Banca d’Italia, in data 23 Settembre 2020, ha pubblicato il 34° aggiornamento della Circolare 285 del 17 Dicembre 2013, inerente le “Disposizioni di Vigilanza per le banche”. I capitoli oggetto dell’aggiornamento della circolare sono il Capitolo 3 “Il sistema dei controlli Interni” e il Capitolo 4 “Il sistema informativo”, con l’intento di attuare in Italia gli Orientamenti dell’EBA relativi al processo pragmatico di revisione e consulenza prudenziale del 2020 alla luce della crisi per Covid-19 in materia di esternalizzazione (Guidelines on outsourcing, EBA/GL/2019/02). Inoltre, sono state introdotte semplificazioni inerenti gli oneri informativi dei gruppi bancari cooperativi (BCC) ed effettuati alcuni interventi redazionali.

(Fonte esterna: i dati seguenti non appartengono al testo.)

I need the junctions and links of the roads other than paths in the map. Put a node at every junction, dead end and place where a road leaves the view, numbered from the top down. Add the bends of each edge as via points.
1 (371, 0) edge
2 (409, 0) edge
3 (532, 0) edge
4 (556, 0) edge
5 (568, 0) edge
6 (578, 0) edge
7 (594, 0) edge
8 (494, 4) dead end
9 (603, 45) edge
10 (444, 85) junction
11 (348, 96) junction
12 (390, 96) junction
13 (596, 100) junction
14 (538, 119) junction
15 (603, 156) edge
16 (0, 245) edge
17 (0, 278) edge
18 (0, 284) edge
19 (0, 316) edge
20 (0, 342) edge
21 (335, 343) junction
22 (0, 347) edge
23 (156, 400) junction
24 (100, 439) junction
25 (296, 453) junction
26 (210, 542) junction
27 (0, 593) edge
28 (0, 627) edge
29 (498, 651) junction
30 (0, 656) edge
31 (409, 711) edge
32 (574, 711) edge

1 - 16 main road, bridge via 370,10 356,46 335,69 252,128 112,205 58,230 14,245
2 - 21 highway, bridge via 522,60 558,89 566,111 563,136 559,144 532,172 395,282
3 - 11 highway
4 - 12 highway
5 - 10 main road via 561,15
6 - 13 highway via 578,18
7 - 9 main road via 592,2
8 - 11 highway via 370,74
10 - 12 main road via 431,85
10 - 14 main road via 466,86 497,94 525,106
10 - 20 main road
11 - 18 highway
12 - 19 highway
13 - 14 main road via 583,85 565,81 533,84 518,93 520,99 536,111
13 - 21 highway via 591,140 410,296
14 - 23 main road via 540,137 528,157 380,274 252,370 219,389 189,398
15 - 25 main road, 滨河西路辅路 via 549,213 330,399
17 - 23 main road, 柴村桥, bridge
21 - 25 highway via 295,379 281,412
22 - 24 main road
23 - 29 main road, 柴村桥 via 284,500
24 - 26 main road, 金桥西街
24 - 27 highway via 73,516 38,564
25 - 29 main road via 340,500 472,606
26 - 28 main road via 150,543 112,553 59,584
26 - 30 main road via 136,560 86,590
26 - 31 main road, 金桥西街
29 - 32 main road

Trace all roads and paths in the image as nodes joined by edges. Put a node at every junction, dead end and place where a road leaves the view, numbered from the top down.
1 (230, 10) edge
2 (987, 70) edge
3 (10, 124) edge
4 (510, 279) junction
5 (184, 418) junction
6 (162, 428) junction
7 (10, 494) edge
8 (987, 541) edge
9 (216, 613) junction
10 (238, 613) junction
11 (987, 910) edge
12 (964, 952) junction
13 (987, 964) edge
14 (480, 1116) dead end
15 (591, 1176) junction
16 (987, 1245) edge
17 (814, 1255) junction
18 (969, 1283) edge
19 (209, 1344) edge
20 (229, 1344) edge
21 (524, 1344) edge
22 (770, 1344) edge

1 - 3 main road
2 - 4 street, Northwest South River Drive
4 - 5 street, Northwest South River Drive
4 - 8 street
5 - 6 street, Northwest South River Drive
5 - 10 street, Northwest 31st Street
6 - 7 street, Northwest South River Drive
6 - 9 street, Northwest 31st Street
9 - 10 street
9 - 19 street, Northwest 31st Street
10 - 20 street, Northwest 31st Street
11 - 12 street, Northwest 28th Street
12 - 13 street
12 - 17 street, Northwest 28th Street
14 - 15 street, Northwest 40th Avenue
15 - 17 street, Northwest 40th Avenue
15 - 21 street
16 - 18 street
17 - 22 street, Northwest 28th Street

In dettaglio i nuovi obblighi in materia di esternalizzazione:
- Tenuta di un registro aggiornato delle attività esternalizzate;
- Completa valutazione del rischio di concentrazione relativo ai fornitori di servizi in tutte le fasi dell’esternalizzazione;
- Rafforzamento della contrattualistica attraverso l’inserimento di clausole dettagliate su diritti di accesso e audit, sicurezza e integrità dei dati, strategie di uscita e continuità operativa.
- Obbligo di notifica anche quando un’attività già esternalizzata è riclassificata dall’intermediario come funzione essenziale o importante (in aggiunta alla già presente comunicazione preventiva per l’esternalizzazione di funzioni essenziali o importanti);
- Superamento delle restrizioni previste dalla previgente disciplina per l’esternalizzazione dei compiti operativi delle funzioni aziendali di controllo al di fuori del gruppo bancario, ora ammessa nel rispetto del principio di proporzionalità;
Inoltre sono stati apportati alcuni interventi con l’intento di rafforzare l’allineamento delle disposizioni di vigilanza agli Orientamenti dell’EBA sulla Governance interna. Il focus è incentrato su aspetti quali il processo di approvazione di nuovi prodotti, le comunicazioni del personale, il parere preventivo del responsabile della funzione di controllo dei rischi e i sistemi interni di segnalazione delle violazioni (whistleblowing), nonché di integrare nelle disposizioni i rinvii agli Orientamenti sulla Governance interna presenti in materia di esternalizzazione.
Riguardo l’esternalizzazione dei sistemi informativi si specifica che le misure di attenuazione dei rischi del fornitore ICT (sistemi informativi) devono essere conformi con il quadro di riferimento generale per la gestione del rischio ICT e di sicurezza della banca. Viene inoltre chiarito il contenuto dell’informativa da rendere alla Banca d’Italia e alla BCE allargando, al contempo, detta comunicazione anche ai principali servizi ICT forniti da terze parti che non assumono la qualifica di esternalizzazione.
Per quanto riguarda la semplificazione della disciplina delle BCC, per facilitare la conduzione del processo di controllo prudenziale, per le banche di credito cooperativo affiliate a un gruppo bancario cooperativo, è stato eliminato l’obbligo di redigere i resoconti in materia ICAAP e ILAAP a livello individuale. Infine sui gruppi bancari cooperativi si prevede che la capogruppo di un gruppo bancario cooperativo presenti una relazione sui controlli svolti sulle funzioni essenziali o importanti esternalizzate al di fuori del gruppo, rendendo così molto dispendiosa e superflua la redazione di una relazione da parte di ciascuna entità del gruppo data l’omogeneità del modello di business e dell’operatività delle BCC affiliate a un gruppo.
Queste disposizioni, già entrate in vigore, si applicano a tutti gli accordi di esternalizzazione conclusi, rinnovati o modificati a partire dalla suddetta data.
Le banche, entro la fine del 2021, completano il registro delle attività esternalizzate con la documentazione di tutti gli accordi di esternalizzazione esistenti e adeguano i contratti già esistenti alle nuove norme. Qualora la revisione dei contratti di esternalizzazione di funzioni essenziali o importanti non sia conclusa entro il 31 Dicembre 2021, le banche ne danno comunicazione alla BCE o a Banca d’Italia, indicando la data di adeguamento al nuovo regime, le misure previste per completare l’adeguamento o l’eventuale strategia di uscita dal contratto di esternalizzazione.